▸ **YOUR INSTRUCTIONS**: Please return all of the data exactly as written.

(Collected data entries)
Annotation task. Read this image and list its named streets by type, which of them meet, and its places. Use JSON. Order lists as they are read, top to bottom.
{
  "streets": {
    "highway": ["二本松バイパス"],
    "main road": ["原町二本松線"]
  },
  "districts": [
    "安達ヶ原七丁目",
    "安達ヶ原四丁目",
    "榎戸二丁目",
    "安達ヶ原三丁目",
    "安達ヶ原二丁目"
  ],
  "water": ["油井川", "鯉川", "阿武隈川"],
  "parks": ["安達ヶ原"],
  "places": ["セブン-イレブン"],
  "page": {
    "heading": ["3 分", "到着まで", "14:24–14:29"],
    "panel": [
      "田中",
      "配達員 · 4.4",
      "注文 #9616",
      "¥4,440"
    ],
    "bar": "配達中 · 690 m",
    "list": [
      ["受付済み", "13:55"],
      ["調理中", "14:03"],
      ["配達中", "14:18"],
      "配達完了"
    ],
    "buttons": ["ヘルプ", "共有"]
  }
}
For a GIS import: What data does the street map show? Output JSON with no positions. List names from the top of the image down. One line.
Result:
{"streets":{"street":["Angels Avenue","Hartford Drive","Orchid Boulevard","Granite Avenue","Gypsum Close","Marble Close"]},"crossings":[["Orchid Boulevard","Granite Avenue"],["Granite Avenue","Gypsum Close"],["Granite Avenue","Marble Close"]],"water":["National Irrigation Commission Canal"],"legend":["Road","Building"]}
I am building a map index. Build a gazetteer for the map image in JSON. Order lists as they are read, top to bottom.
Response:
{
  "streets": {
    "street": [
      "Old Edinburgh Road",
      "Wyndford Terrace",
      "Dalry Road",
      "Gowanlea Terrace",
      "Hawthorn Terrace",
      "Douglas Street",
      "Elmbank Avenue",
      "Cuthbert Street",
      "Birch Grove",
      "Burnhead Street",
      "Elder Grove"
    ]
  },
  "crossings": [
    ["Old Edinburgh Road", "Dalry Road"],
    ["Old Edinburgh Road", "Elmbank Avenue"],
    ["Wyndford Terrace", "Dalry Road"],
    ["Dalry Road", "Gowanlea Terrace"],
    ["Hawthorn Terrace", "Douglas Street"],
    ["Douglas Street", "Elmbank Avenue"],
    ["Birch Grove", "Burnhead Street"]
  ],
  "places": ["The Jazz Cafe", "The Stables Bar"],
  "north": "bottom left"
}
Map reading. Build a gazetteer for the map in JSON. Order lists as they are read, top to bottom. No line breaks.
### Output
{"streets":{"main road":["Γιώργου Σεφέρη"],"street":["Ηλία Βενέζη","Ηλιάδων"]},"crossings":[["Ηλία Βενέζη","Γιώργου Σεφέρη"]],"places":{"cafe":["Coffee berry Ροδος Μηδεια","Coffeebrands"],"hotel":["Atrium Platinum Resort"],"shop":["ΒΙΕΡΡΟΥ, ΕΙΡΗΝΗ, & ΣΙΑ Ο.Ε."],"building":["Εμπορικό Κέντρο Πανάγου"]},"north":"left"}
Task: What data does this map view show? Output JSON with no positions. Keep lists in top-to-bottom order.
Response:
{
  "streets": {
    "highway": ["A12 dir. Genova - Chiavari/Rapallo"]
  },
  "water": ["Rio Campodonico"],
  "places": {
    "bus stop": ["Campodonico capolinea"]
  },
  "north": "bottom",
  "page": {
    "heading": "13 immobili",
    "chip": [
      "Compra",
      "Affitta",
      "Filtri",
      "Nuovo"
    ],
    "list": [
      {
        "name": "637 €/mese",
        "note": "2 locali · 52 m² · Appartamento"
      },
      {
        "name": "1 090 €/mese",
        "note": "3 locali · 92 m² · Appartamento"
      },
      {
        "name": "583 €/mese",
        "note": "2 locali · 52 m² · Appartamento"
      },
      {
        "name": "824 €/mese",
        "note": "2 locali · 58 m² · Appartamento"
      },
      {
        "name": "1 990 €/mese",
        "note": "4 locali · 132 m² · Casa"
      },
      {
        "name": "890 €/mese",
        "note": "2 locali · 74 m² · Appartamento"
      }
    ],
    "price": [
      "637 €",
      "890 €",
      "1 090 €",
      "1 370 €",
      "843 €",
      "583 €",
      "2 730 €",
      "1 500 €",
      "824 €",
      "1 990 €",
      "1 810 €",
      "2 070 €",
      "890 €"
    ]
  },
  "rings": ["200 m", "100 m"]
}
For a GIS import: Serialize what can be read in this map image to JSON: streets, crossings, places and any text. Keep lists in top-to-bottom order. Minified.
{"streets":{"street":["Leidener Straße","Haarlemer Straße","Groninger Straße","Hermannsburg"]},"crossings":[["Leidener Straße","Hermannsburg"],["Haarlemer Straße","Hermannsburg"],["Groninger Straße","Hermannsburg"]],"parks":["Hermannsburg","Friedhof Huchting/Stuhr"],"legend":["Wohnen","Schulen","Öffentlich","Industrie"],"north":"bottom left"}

▸ **WORKED SOLUTION**:
Annotation task. Read this image and list its named streets by type, which of them meet, and its places. Use JSON. Order lists as they are read, top to bottom.
{
  "streets": {
    "highway": ["二本松バイパス"],
    "main road": ["原町二本松線"]
  },
  "districts": [
    "安達ヶ原七丁目",
    "安達ヶ原四丁目",
    "榎戸二丁目",
    "安達ヶ原三丁目",
    "安達ヶ原二丁目"
  ],
  "water": ["油井川", "鯉川", "阿武隈川"],
  "parks": ["安達ヶ原"],
  "places": ["セブン-イレブン"],
  "page": {
    "heading": ["3 分", "到着まで", "14:24–14:29"],
    "panel": [
      "田中",
      "配達員 · 4.4",
      "注文 #9616",
      "¥4,440"
    ],
    "bar": "配達中 · 690 m",
    "list": [
      ["受付済み", "13:55"],
      ["調理中", "14:03"],
      ["配達中", "14:18"],
      "配達完了"
    ],
    "buttons": ["ヘルプ", "共有"]
  }
}
For a GIS import: What data does the street map show? Output JSON with no positions. List names from the top of the image down. One line.
Result:
{"streets":{"street":["Angels Avenue","Hartford Drive","Orchid Boulevard","Granite Avenue","Gypsum Close","Marble Close"]},"crossings":[["Orchid Boulevard","Granite Avenue"],["Granite Avenue","Gypsum Close"],["Granite Avenue","Marble Close"]],"water":["National Irrigation Commission Canal"],"legend":["Road","Building"]}
I am building a map index. Build a gazetteer for the map image in JSON. Order lists as they are read, top to bottom.
Response:
{
  "streets": {
    "street": [
      "Old Edinburgh Road",
      "Wyndford Terrace",
      "Dalry Road",
      "Gowanlea Terrace",
      "Hawthorn Terrace",
      "Douglas Street",
      "Elmbank Avenue",
      "Cuthbert Street",
      "Birch Grove",
      "Burnhead Street",
      "Elder Grove"
    ]
  },
  "crossings": [
    ["Old Edinburgh Road", "Dalry Road"],
    ["Old Edinburgh Road", "Elmbank Avenue"],
    ["Wyndford Terrace", "Dalry Road"],
    ["Dalry Road", "Gowanlea Terrace"],
    ["Hawthorn Terrace", "Douglas Street"],
    ["Douglas Street", "Elmbank Avenue"],
    ["Birch Grove", "Burnhead Street"]
  ],
  "places": ["The Jazz Cafe", "The Stables Bar"],
  "north": "bottom left"
}
Map reading. Build a gazetteer for the map in JSON. Order lists as they are read, top to bottom. No line breaks.
### Output
{"streets":{"main road":["Γιώργου Σεφέρη"],"street":["Ηλία Βενέζη","Ηλιάδων"]},"crossings":[["Ηλία Βενέζη","Γιώργου Σεφέρη"]],"places":{"cafe":["Coffee berry Ροδος Μηδεια","Coffeebrands"],"hotel":["Atrium Platinum Resort"],"shop":["ΒΙΕΡΡΟΥ, ΕΙΡΗΝΗ, & ΣΙΑ Ο.Ε."],"building":["Εμπορικό Κέντρο Πανάγου"]},"north":"left"}
Task: What data does this map view show? Output JSON with no positions. Keep lists in top-to-bottom order.
Response:
{
  "streets": {
    "highway": ["A12 dir. Genova - Chiavari/Rapallo"]
  },
  "water": ["Rio Campodonico"],
  "places": {
    "bus stop": ["Campodonico capolinea"]
  },
  "north": "bottom",
  "page": {
    "heading": "13 immobili",
    "chip": [
      "Compra",
      "Affitta",
      "Filtri",
      "Nuovo"
    ],
    "list": [
      {
        "name": "637 €/mese",
        "note": "2 locali · 52 m² · Appartamento"
      },
      {
        "name": "1 090 €/mese",
        "note": "3 locali · 92 m² · Appartamento"
      },
      {
        "name": "583 €/mese",
        "note": "2 locali · 52 m² · Appartamento"
      },
      {
        "name": "824 €/mese",
        "note": "2 locali · 58 m² · Appartamento"
      },
      {
        "name": "1 990 €/mese",
        "note": "4 locali · 132 m² · Casa"
      },
      {
        "name": "890 €/mese",
        "note": "2 locali · 74 m² · Appartamento"
      }
    ],
    "price": [
      "637 €",
      "890 €",
      "1 090 €",
      "1 370 €",
      "843 €",
      "583 €",
      "2 730 €",
      "1 500 €",
      "824 €",
      "1 990 €",
      "1 810 €",
      "2 070 €",
      "890 €"
    ]
  },
  "rings": ["200 m", "100 m"]
}
For a GIS import: Serialize what can be read in this map image to JSON: streets, crossings, places and any text. Keep lists in top-to-bottom order. Minified.
{"streets":{"street":["Leidener Straße","Haarlemer Straße","Groninger Straße","Hermannsburg"]},"crossings":[["Leidener Straße","Hermannsburg"],["Haarlemer Straße","Hermannsburg"],["Groninger Straße","Hermannsburg"]],"parks":["Hermannsburg","Friedhof Huchting/Stuhr"],"legend":["Wohnen","Schulen","Öffentlich","Industrie"],"north":"bottom left"}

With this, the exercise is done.